··· Given data ···

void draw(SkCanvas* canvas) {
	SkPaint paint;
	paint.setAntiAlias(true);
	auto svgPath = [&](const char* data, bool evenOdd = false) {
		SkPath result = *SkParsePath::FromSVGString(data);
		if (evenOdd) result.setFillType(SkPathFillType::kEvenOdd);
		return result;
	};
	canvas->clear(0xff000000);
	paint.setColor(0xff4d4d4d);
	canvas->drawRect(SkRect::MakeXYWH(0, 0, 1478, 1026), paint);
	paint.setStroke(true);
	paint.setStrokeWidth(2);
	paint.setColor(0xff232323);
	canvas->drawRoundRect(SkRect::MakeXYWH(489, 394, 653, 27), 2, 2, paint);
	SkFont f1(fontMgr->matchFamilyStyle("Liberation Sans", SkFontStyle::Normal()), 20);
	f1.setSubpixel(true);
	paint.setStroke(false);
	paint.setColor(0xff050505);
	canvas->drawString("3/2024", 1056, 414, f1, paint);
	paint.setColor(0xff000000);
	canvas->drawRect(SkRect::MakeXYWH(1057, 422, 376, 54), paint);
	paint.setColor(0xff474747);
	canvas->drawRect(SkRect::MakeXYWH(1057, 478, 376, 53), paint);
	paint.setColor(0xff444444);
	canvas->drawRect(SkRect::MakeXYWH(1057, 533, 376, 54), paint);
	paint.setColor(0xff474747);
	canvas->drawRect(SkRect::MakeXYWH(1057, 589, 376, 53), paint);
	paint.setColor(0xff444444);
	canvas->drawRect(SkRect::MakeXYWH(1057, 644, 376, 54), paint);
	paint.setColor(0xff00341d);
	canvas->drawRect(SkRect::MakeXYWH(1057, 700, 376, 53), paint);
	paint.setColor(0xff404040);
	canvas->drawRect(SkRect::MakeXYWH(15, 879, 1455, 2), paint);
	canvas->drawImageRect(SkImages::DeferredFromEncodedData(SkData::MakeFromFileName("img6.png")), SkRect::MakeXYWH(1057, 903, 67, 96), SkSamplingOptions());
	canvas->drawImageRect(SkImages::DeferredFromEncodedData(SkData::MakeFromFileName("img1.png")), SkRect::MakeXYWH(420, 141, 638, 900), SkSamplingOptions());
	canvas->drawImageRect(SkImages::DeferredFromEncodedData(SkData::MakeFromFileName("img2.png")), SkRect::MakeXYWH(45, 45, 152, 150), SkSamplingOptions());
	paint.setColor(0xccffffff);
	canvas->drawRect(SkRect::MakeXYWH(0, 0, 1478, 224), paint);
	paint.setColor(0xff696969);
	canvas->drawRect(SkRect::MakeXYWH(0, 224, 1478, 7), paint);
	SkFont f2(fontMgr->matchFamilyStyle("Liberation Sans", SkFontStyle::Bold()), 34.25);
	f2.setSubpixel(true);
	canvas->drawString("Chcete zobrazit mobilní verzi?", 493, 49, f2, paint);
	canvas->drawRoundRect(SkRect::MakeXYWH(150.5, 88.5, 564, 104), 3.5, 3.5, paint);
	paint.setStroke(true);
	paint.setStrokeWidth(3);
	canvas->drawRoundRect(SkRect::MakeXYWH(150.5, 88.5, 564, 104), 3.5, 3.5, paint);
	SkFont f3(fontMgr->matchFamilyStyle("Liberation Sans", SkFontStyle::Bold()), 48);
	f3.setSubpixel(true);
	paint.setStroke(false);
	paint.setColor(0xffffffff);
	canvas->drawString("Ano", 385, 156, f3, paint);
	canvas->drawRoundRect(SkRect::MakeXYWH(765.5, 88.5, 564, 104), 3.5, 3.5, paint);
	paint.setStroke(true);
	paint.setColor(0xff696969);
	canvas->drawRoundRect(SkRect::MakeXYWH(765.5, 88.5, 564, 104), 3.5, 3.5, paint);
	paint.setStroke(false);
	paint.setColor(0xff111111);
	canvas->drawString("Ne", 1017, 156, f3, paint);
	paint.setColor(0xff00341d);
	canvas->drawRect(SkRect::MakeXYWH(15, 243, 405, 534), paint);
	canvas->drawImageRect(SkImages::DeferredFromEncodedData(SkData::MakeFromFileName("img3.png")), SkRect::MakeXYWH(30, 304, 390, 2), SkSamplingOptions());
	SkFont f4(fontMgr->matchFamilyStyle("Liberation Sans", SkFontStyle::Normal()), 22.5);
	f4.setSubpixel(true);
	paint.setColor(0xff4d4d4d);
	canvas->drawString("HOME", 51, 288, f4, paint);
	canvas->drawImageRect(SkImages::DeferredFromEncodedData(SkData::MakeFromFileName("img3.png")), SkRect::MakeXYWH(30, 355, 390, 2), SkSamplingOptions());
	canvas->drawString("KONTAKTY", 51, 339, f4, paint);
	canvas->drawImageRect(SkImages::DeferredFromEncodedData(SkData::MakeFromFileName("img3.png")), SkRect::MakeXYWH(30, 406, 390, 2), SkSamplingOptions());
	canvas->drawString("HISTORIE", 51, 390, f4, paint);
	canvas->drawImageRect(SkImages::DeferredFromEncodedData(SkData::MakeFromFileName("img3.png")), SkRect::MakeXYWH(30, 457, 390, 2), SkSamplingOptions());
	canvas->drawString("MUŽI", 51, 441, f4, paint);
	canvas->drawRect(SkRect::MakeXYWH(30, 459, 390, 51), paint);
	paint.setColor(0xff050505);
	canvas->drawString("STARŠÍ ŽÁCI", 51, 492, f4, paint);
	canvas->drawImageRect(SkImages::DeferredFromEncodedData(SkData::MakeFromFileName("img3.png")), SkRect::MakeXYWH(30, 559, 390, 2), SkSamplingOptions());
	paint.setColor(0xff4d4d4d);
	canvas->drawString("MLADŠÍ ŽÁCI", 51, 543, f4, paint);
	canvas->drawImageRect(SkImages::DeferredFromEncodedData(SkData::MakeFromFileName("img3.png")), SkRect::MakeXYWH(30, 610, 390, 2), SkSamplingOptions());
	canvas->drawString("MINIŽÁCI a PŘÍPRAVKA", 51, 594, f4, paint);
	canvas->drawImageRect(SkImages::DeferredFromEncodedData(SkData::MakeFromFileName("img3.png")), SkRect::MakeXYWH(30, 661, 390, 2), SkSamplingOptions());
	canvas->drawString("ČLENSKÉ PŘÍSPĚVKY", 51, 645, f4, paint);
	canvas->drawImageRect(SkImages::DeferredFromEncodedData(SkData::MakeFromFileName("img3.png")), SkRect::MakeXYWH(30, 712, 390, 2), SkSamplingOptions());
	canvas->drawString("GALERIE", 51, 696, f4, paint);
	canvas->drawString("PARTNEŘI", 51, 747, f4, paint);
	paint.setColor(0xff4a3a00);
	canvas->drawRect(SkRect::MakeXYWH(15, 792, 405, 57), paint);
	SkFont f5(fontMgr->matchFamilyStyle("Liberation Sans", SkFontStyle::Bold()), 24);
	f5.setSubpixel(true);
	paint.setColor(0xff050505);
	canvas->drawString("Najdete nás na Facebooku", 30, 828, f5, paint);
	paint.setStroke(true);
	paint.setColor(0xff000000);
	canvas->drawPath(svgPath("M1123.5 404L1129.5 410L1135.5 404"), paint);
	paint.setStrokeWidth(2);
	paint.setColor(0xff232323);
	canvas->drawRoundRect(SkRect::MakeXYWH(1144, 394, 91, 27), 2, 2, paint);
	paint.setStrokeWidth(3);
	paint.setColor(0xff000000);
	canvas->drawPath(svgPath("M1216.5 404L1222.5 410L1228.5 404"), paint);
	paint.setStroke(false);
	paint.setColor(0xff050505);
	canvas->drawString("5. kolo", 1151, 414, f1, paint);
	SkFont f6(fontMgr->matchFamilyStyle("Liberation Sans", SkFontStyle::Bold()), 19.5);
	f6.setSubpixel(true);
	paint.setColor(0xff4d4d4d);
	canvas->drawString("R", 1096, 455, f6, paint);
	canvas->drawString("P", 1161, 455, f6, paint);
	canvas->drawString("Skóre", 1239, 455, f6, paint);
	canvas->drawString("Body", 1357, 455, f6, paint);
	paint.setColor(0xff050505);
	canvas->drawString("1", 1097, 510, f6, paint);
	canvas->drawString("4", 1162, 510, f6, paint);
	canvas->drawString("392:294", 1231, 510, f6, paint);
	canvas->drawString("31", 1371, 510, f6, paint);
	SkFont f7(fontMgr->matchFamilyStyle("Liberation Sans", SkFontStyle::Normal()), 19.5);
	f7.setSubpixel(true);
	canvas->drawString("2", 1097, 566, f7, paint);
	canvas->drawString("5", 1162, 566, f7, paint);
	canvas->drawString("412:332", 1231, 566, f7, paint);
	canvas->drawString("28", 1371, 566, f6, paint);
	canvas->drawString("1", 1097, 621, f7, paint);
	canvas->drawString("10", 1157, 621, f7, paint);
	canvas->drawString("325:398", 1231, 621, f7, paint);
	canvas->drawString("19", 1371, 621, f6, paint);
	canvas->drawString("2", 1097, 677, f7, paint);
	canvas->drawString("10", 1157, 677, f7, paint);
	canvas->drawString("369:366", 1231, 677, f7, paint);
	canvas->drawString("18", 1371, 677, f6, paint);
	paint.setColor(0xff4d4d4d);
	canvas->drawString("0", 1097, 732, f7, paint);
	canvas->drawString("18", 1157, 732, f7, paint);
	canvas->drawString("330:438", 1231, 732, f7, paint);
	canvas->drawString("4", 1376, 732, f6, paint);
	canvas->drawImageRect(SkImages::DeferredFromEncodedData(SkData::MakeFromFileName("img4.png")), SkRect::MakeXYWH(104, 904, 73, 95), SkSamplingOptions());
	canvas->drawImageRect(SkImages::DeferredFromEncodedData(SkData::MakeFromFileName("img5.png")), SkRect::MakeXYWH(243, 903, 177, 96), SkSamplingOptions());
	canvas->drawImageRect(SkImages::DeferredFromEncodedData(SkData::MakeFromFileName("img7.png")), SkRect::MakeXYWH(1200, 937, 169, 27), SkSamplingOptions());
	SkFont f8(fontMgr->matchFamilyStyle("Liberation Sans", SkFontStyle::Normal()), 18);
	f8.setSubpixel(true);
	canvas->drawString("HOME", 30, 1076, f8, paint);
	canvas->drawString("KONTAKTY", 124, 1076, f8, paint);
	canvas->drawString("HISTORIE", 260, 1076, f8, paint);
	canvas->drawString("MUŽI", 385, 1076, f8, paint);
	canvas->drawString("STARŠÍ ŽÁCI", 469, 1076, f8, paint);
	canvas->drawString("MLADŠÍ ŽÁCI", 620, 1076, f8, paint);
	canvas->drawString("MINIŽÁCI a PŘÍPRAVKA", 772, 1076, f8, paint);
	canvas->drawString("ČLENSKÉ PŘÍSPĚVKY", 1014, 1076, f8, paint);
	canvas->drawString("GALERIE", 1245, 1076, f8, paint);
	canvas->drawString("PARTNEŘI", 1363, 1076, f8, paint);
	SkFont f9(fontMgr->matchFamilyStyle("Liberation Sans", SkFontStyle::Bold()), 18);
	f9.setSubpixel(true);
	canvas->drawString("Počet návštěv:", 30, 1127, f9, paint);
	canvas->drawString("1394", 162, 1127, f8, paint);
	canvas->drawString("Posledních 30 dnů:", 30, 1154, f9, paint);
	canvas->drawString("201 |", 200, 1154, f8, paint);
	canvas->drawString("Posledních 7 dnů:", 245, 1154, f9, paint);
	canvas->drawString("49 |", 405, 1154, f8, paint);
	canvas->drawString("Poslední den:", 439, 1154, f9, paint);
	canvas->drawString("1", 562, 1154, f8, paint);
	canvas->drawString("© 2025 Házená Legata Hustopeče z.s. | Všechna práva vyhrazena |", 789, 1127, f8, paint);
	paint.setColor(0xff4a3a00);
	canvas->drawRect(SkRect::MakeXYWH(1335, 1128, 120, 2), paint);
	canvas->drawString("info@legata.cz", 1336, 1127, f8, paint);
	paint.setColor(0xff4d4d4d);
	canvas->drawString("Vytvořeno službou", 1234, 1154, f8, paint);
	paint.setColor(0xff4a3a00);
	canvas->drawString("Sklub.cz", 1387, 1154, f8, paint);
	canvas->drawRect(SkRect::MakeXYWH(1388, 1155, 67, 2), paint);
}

···

In the data above, start at the line that has "1157, 621, f7, paint);", stop after the line that has "405, 1154, f8, paint);", and print every line in between exactly as it stands.

	canvas->drawString("10", 1157, 621, f7, paint);
	canvas->drawString("325:398", 1231, 621, f7, paint);
	canvas->drawString("19", 1371, 621, f6, paint);
	canvas->drawString("2", 1097, 677, f7, paint);
	canvas->drawString("10", 1157, 677, f7, paint);
	canvas->drawString("369:366", 1231, 677, f7, paint);
	canvas->drawString("18", 1371, 677, f6, paint);
	paint.setColor(0xff4d4d4d);
	canvas->drawString("0", 1097, 732, f7, paint);
	canvas->drawString("18", 1157, 732, f7, paint);
	canvas->drawString("330:438", 1231, 732, f7, paint);
	canvas->drawString("4", 1376, 732, f6, paint);
	canvas->drawImageRect(SkImages::DeferredFromEncodedData(SkData::MakeFromFileName("img4.png")), SkRect::MakeXYWH(104, 904, 73, 95), SkSamplingOptions());
	canvas->drawImageRect(SkImages::DeferredFromEncodedData(SkData::MakeFromFileName("img5.png")), SkRect::MakeXYWH(243, 903, 177, 96), SkSamplingOptions());
	canvas->drawImageRect(SkImages::DeferredFromEncodedData(SkData::MakeFromFileName("img7.png")), SkRect::MakeXYWH(1200, 937, 169, 27), SkSamplingOptions());
	SkFont f8(fontMgr->matchFamilyStyle("Liberation Sans", SkFontStyle::Normal()), 18);
	f8.setSubpixel(true);
	canvas->drawString("HOME", 30, 1076, f8, paint);
	canvas->drawString("KONTAKTY", 124, 1076, f8, paint);
	canvas->drawString("HISTORIE", 260, 1076, f8, paint);
	canvas->drawString("MUŽI", 385, 1076, f8, paint);
	canvas->drawString("STARŠÍ ŽÁCI", 469, 1076, f8, paint);
	canvas->drawString("MLADŠÍ ŽÁCI", 620, 1076, f8, paint);
	canvas->drawString("MINIŽÁCI a PŘÍPRAVKA", 772, 1076, f8, paint);
	canvas->drawString("ČLENSKÉ PŘÍSPĚVKY", 1014, 1076, f8, paint);
	canvas->drawString("GALERIE", 1245, 1076, f8, paint);
	canvas->drawString("PARTNEŘI", 1363, 1076, f8, paint);
	SkFont f9(fontMgr->matchFamilyStyle("Liberation Sans", SkFontStyle::Bold()), 18);
	f9.setSubpixel(true);
	canvas->drawString("Počet návštěv:", 30, 1127, f9, paint);
	canvas->drawString("1394", 162, 1127, f8, paint);
	canvas->drawString("Posledních 30 dnů:", 30, 1154, f9, paint);
	canvas->drawString("201 |", 200, 1154, f8, paint);
	canvas->drawString("Posledních 7 dnů:", 245, 1154, f9, paint);
	canvas->drawString("49 |", 405, 1154, f8, paint);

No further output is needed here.